Vol. 13, No. 44 Week of November 02, 2008

Gas OPEC: An idea going nowhere fast

Russia, Iran, Qatar form technical committee to discuss gas policy; long-term LNG sales contracts obstacle to powerful cartel

Gary Park

For Petroleum News

Russia, Iran and Qatar, holding a combined 60 percent of the world’s natural gas, are cooperating on “all levels” to establish a “Gas OPEC” made up of global exporters — an initiative that, in the view of many analysts, has little hope of success because gas has yet to become a worldwide commodity.

They have struck a deal to establish a technical committee and to hold up to four meetings a year to discuss gas policy, Russia’s Gazprom, the world’s largest gas company, said in a statement Oct. 21.

Gazprom Chief Executive Officer Alexei Miller said the “big gas troika” would discuss the “most important and mutually interesting issues of gas market development.”

He said the cooperation would cover exploration, gas processing, transportation and sale of gas in an effort to “create a fair market for producers and consumers.”

Miller said the three-nation club planned to invite participation from other countries, including gas consumers, but gave no further details on who might be involved.

It is expected the so-called Gas Exporting Countries Forum or GECF would include Malaysia, Nigeria, the United Arab Emirates, Algeria, Bolivia, Brunei, Venezuela, Egypt, Indonesia, Libya, Oman, Trinidad and Tobago and Equatorial Guinea, but exclude North America.

Long-term gas sales an issue

Algeria has argued in the past that creating an OPEC-style cartel for gas is a challenge given that most gas sales are bound by long-term contracts and lack the flexibility of the oil market.

Even senior Russian government and Gazprom officials have previously said a gas version of OPEC is not feasible, with one describing the idea as “childish.”

Alexander Medvedev, deputy head of Gazprom, said last spring that even if GECF became a formal organization it could not exert the same powers as OPEC “because of obligations under long-term contracts.”

Iran is only a small exporter of gas and not a relevant player in the LNG world, but has failed to attract western-based countries to develop its gas resources because of unease over Iran’s nuclear program.

Qatar is the biggest global source of LNG and wants to expand that market share by breaking the price link to crude.

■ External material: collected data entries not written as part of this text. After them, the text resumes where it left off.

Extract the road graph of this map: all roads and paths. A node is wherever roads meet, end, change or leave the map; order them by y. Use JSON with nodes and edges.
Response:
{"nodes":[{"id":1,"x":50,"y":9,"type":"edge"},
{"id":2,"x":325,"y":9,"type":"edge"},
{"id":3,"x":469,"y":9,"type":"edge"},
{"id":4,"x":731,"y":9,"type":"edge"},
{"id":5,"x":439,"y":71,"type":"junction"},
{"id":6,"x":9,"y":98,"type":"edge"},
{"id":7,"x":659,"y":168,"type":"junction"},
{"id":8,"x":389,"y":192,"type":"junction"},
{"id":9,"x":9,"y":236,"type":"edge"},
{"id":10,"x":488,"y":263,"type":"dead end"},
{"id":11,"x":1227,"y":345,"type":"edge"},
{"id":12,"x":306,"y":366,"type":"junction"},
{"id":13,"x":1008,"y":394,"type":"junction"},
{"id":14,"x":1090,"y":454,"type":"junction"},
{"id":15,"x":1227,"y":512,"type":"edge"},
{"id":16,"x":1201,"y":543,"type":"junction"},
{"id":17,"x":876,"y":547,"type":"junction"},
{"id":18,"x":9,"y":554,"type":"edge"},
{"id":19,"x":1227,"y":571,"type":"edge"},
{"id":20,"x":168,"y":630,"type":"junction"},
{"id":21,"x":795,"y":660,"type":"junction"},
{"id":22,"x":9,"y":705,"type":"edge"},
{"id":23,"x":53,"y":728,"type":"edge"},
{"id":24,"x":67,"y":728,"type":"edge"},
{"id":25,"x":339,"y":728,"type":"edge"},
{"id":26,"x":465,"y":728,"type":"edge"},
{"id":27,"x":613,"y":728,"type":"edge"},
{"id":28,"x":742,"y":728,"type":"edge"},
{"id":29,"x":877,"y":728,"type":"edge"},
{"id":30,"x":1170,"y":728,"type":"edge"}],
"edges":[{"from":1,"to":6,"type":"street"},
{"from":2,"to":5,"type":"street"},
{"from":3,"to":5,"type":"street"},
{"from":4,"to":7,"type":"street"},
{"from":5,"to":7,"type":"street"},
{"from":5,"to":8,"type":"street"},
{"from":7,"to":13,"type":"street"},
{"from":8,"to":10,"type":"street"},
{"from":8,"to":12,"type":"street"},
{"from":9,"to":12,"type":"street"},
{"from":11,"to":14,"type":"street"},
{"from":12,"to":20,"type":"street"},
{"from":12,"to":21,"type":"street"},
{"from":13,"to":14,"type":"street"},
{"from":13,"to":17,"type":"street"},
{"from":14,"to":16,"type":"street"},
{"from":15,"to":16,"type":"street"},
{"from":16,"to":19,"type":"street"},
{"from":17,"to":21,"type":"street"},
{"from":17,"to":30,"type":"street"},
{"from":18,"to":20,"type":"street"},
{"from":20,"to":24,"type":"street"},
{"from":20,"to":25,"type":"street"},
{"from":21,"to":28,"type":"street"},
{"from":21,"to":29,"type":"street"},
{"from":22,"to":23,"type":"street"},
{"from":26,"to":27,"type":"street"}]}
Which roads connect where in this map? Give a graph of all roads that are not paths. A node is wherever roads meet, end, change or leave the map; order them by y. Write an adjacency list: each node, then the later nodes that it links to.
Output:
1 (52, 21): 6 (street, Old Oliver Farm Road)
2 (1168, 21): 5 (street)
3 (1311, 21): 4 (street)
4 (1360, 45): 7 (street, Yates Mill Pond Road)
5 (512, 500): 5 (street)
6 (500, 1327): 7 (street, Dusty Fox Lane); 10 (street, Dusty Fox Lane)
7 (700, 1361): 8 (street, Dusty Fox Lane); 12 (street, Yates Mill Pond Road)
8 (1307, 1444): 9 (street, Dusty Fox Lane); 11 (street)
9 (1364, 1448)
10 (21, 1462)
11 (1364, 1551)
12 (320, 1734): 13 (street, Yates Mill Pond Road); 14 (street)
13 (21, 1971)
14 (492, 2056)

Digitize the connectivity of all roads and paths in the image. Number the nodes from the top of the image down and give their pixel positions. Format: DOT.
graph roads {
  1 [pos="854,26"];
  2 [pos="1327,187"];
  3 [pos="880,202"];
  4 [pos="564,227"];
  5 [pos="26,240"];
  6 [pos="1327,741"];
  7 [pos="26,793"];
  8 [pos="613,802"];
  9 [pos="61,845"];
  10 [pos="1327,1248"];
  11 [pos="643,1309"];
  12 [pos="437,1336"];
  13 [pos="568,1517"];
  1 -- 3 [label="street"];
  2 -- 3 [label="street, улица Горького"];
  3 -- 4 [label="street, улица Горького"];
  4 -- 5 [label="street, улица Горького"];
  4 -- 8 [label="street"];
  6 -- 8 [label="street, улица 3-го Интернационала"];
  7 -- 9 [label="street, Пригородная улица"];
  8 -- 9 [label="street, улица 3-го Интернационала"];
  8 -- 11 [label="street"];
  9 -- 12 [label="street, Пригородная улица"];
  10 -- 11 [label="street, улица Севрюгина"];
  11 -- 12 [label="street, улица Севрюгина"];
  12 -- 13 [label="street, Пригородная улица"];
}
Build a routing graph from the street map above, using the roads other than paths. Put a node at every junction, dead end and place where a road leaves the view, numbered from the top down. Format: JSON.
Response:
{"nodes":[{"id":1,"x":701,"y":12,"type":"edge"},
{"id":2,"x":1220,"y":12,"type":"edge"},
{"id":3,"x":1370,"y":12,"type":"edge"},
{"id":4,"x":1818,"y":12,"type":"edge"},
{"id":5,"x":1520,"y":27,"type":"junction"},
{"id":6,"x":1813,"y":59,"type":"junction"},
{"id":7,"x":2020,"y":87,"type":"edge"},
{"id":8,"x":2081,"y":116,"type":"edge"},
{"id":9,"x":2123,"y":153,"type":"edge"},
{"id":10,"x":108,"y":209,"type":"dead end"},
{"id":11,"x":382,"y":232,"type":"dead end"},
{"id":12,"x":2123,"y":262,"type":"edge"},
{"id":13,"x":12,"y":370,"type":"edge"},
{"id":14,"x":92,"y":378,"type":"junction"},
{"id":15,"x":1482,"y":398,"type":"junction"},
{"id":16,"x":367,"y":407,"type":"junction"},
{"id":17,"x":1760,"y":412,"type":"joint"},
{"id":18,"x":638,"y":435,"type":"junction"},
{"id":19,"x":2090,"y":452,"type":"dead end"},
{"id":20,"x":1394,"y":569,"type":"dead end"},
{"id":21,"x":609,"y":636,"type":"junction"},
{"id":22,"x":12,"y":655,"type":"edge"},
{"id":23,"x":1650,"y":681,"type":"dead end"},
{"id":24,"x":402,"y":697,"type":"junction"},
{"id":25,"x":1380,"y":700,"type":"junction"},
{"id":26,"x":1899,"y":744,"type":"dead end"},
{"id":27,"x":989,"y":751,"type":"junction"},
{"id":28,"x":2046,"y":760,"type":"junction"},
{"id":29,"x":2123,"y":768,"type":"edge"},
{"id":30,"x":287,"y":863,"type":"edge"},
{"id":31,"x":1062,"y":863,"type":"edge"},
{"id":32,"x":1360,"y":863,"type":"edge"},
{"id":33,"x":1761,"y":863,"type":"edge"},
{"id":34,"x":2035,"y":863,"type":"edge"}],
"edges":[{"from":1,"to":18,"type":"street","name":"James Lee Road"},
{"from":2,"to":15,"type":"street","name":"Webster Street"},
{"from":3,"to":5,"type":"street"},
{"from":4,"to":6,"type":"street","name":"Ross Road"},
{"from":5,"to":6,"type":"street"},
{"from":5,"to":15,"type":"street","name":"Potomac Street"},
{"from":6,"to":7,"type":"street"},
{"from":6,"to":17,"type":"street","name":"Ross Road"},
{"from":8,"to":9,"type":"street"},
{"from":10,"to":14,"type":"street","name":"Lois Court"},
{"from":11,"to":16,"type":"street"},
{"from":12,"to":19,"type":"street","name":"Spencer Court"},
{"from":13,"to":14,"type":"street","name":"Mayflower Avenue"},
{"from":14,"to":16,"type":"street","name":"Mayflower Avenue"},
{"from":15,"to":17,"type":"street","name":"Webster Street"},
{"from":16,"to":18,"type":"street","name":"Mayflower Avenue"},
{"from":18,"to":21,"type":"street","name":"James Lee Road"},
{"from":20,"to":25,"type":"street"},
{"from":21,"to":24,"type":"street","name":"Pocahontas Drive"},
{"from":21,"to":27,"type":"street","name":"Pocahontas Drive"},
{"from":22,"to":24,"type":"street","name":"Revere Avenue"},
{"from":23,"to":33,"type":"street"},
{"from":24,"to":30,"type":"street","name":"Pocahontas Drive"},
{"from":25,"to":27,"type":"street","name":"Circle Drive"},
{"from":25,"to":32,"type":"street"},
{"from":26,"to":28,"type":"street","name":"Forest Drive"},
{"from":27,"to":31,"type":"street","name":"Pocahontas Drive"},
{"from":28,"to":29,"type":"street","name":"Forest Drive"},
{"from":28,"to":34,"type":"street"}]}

It has no problems raising funds and is capable of pursuing projects independently, raising questions about why it would even be interested in a Gas OPEC, said London-based Middle East analyst Samuel Ciszuk.

Russia hasn’t joined OPEC

Russia has never shown any desire to join OPEC, preferring to act alone, with about 95 percent of its current exports destined for Western Europe, which is already a matter of concern to consuming countries who would view a gas cartel as fueling their worries about security of supply.

Chris Theal, managing director of research at Tristone Capital, told the Calgary Herald that LNG projects are tied to 20-year contracts, without which there would be no financing.

He said there is a structural aspect to LNG markets that doesn’t exist with crude oil, limiting the ability of a natural gas consortium to act like OPEC.

The best gas exporters can hope for is to create a global market with regional elements, Bob Skinner, former director of the Oxford Energy Institute in England, wrote in a recent article.

“Continued growth in LNG demand, coupled with a willingness for many emerging players to pay crude oil equivalent prices, we anticipate that markets outside the U.S. will absorb 80 to 85 percent of undedicated supply in 2009 and 2010,” he said.

Currently Japan, South Korea and Spain claim about half of the 25 billion cubic feet of LNG produced every day, of which only 1 bcf per day is delivered to North America, largely because of the success in developing shale plays.